Choosing the Right MCU for Your Audio Application

By Lee H. Goldberg

Contributed By Electronic Products

2012-05-16

MCUs currently powering many consumer products and embedded systems are now being asked to support various digital audio functions that used to be handled by DSPs, ASSPs, or other dedicated silicon. Fortunately, the power and sophistication packed into many 16-bit MCUs can support basic audio processing functions and allows them to perform tasks such as audio record/playback, audio stream conversion, and other innovative audio applications. But how do you choose an MCU that will give your product the price, performance, and design flexibility you need? Read on for answers to these design questions, along with a roundup of the latest chips and development kits for audio applications.

Audio characteristics

The type and amount of processing power you select for your audio application is one strand in a web of relationships between solution cost, desired audio quality, and available memory space. While the actual sample size used by a particular application can range between 8 and 24 bits, we will assume that most of the ones we deal with here use 12 to 16-bit samples. Since sample rate is a prime determinant in the quality of the sound you will be dealing with) we have provided a useful breakdown of audio sources and the sample rates commonly used to capture or reproduce them (Table 1).
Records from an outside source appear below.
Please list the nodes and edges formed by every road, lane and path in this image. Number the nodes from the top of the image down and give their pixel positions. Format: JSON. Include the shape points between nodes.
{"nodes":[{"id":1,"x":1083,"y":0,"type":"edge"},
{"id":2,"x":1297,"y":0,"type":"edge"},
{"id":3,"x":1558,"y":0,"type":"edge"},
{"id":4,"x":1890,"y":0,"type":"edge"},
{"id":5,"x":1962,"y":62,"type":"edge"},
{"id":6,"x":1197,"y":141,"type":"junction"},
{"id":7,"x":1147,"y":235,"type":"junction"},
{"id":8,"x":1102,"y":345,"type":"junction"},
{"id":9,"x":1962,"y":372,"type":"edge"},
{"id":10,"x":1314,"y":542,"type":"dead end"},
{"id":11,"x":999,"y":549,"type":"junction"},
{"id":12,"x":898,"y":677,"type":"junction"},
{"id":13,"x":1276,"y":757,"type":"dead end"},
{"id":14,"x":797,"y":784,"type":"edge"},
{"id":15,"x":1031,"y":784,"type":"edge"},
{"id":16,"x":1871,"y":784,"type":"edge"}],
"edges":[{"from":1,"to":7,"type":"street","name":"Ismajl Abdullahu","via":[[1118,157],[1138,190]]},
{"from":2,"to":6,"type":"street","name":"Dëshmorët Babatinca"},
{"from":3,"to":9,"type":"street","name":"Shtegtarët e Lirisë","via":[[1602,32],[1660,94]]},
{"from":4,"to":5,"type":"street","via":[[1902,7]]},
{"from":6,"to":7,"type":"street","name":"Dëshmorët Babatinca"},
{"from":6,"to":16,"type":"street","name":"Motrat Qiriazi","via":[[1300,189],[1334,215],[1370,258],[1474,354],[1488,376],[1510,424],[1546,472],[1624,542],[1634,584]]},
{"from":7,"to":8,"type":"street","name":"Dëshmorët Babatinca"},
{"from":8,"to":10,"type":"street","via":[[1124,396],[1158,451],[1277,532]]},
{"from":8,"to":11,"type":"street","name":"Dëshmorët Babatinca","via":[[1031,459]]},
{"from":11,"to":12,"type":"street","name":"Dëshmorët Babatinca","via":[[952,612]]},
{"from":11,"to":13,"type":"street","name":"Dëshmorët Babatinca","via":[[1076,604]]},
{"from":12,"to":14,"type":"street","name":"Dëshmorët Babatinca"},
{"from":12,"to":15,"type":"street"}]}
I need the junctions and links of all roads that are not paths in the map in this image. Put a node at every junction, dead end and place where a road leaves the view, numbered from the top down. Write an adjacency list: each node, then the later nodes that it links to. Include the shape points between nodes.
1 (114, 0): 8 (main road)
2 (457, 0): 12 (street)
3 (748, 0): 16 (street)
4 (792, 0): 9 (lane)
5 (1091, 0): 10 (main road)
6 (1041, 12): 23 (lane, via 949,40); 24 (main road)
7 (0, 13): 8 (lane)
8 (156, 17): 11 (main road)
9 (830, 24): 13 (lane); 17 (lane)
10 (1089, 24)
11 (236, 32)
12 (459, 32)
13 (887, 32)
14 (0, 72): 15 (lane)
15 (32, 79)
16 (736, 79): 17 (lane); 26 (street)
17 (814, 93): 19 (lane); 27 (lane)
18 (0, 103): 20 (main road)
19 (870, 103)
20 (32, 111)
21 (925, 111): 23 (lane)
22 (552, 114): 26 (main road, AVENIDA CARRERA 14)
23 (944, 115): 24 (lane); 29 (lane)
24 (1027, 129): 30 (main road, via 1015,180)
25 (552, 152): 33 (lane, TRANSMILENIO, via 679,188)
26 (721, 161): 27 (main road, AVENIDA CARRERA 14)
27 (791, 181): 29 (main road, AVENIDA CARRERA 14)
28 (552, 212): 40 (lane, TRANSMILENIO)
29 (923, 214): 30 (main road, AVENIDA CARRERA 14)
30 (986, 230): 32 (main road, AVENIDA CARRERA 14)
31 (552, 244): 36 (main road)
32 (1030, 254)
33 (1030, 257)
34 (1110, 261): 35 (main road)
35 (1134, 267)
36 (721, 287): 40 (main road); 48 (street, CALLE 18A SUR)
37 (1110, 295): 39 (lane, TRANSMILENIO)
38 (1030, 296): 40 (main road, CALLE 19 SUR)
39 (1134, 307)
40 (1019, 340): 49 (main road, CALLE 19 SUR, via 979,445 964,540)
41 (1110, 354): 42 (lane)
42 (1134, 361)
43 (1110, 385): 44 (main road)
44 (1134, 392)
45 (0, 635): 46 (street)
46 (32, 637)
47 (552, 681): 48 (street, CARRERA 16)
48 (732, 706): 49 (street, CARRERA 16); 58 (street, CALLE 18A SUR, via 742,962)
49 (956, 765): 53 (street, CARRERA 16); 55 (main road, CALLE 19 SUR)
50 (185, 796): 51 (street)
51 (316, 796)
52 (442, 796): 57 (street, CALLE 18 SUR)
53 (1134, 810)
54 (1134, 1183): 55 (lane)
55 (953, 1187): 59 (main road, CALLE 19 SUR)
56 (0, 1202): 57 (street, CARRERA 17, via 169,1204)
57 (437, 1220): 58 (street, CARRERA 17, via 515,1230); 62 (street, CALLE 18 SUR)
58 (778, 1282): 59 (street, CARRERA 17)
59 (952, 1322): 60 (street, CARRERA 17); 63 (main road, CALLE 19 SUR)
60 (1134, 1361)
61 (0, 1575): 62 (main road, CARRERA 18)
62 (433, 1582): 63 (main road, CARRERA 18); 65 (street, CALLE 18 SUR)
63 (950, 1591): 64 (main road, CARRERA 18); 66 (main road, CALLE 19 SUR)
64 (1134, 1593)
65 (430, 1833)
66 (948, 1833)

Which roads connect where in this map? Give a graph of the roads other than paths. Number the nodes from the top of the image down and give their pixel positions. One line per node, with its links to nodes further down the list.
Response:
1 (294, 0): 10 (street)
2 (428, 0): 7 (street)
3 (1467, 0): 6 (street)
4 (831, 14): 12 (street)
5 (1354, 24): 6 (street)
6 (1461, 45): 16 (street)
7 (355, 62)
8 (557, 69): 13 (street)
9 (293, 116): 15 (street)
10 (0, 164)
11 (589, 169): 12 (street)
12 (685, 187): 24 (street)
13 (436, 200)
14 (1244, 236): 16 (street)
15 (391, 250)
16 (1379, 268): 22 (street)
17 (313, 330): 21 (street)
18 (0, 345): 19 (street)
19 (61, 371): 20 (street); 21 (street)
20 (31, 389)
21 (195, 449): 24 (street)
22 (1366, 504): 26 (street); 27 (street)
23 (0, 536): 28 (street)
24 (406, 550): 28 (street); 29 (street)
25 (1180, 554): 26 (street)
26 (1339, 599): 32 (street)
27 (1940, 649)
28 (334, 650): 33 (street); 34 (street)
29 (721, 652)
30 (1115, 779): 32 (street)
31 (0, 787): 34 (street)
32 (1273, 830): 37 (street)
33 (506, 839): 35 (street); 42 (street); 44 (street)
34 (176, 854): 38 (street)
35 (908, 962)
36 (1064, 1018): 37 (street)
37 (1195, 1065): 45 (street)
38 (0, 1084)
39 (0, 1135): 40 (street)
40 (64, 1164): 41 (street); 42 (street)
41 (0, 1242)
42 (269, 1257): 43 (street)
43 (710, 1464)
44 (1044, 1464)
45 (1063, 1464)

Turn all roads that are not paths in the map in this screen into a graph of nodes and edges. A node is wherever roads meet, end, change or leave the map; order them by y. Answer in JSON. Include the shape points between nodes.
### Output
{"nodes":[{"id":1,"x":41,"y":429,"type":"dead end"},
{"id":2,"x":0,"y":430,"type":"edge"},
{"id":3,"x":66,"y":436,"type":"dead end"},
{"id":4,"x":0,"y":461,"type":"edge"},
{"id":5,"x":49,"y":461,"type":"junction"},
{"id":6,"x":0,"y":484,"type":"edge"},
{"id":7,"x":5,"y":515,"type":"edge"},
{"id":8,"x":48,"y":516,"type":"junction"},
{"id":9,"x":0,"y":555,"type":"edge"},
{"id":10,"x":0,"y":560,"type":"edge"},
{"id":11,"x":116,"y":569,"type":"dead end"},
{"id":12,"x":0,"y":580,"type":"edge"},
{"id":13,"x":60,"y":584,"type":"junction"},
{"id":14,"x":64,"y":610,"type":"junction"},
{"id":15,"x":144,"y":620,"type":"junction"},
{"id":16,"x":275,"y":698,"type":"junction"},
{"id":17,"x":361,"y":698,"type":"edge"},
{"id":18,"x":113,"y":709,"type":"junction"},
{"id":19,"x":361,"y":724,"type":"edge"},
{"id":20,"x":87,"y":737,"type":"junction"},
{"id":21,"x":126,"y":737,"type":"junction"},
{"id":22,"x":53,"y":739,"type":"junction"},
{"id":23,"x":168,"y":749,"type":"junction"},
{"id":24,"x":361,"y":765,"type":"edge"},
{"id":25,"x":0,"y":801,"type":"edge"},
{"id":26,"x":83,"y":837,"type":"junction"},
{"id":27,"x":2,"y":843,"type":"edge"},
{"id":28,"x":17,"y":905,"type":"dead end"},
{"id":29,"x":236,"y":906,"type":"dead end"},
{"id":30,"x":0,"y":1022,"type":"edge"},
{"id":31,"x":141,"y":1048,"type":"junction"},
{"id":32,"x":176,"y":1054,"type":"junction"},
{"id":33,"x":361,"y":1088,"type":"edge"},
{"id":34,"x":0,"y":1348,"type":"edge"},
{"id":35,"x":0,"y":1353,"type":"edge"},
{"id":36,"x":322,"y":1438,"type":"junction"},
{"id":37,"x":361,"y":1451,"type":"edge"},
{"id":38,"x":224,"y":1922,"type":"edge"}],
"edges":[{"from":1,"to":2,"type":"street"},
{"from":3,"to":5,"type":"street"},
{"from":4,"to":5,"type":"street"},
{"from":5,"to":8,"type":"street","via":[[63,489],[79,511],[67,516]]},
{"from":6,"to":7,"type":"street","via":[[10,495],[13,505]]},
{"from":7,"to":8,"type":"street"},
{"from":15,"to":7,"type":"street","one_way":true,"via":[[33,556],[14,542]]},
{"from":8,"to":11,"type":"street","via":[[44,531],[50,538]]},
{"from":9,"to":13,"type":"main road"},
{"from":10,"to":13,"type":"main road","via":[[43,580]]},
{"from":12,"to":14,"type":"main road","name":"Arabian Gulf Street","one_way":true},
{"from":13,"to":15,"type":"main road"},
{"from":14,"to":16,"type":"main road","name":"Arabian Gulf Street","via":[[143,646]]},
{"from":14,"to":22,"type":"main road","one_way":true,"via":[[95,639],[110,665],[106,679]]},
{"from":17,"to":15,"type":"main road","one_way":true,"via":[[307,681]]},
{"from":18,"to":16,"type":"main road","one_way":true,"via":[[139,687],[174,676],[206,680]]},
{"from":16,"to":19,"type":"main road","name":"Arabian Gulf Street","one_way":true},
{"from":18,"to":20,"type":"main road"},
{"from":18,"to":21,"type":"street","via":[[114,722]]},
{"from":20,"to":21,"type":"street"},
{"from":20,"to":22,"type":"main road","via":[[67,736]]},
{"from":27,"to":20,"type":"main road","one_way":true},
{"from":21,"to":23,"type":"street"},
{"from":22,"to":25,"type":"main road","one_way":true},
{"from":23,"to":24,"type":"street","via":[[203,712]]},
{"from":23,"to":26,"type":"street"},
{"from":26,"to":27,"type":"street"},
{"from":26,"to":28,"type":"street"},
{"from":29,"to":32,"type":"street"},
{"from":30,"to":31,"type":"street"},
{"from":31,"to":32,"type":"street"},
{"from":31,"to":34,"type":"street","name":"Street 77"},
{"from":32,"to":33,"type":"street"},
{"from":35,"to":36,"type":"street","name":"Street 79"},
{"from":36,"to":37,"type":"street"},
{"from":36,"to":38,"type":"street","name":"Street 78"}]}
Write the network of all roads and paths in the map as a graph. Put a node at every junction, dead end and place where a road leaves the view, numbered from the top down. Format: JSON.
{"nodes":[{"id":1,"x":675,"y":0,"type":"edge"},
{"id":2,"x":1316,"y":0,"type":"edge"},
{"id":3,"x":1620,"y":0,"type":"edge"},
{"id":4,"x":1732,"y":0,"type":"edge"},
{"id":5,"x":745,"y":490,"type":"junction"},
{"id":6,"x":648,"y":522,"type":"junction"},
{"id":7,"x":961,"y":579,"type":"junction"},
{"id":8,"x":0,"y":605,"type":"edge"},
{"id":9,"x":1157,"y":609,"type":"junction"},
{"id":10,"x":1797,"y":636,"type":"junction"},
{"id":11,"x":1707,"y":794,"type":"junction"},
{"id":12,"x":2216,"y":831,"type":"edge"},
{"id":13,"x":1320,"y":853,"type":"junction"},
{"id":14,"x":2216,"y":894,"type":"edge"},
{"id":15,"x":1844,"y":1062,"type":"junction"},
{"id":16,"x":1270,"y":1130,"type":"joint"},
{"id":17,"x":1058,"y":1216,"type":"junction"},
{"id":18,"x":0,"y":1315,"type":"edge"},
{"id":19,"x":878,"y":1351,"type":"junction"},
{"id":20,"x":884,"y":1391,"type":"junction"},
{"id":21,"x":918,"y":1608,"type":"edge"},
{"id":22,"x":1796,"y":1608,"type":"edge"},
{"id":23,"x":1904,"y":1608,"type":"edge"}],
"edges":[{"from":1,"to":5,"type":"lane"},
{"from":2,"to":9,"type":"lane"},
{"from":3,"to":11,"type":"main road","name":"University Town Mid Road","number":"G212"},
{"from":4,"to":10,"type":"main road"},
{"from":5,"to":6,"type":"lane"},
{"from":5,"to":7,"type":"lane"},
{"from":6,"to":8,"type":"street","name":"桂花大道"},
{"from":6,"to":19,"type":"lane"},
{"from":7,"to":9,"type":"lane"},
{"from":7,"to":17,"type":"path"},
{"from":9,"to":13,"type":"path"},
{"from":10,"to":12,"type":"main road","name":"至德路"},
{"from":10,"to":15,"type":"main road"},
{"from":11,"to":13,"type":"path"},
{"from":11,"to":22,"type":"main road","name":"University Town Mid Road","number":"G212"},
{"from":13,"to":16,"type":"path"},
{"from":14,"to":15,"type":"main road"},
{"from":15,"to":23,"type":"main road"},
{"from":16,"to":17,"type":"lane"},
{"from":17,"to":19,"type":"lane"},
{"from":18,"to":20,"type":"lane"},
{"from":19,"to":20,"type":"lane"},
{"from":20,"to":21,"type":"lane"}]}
Audio Source	Frequencies	Popular Sampling Rates
Tones, Buzzers	Usually a sinusoid of single frequency within the 3 kHz range	2 to 4 times the tone with the largest frequency
DTMF	A weighted sum of two sinusoids at specific standard frequencies between 500 Hz and 3 kHz	7.2 kHz or greater
Alarms	Usually a time-varying sweep of a range of frequencies	Twice the largest frequency
Human Speech / Voice	Can be viewed as a weighted sum of signals between 300 Hz to 3.3 kHz. A human voice is capable of generating these frequencies	8 kHz, 11.02 kHz, 16 kHz
Music & Musical Instruments	Can be viewed as a weighted sum of signals between 20 Hz and 20 kHz. A human ear can perceive these frequencies	32 kHz (Good enough for most instruments), 44.1 kHz (CD quality), 48 kHz (PC sound cards)

Table 1: Characteristics of common audio sources. (Courtesy of Microchip Technology.)

MCUs for voice-grade applications

Since memory space (and transmission bandwidth) is usually at a premium in an embedded system, digital compression is applied to the data stream, either throwing away part of the information it contains or using a more complex coding algorithm to represent it in a more compact manner. Compression/decompression can be done using either an external codec or a software codec running on the MCU itself. Figure 1 illustrates the quality/data rate trade-offs involved compressing a standard 128-kbit/s audio stream with the most commonly-used ITU (G.7xx) algorithms as well as the Speex¹ open-source codec.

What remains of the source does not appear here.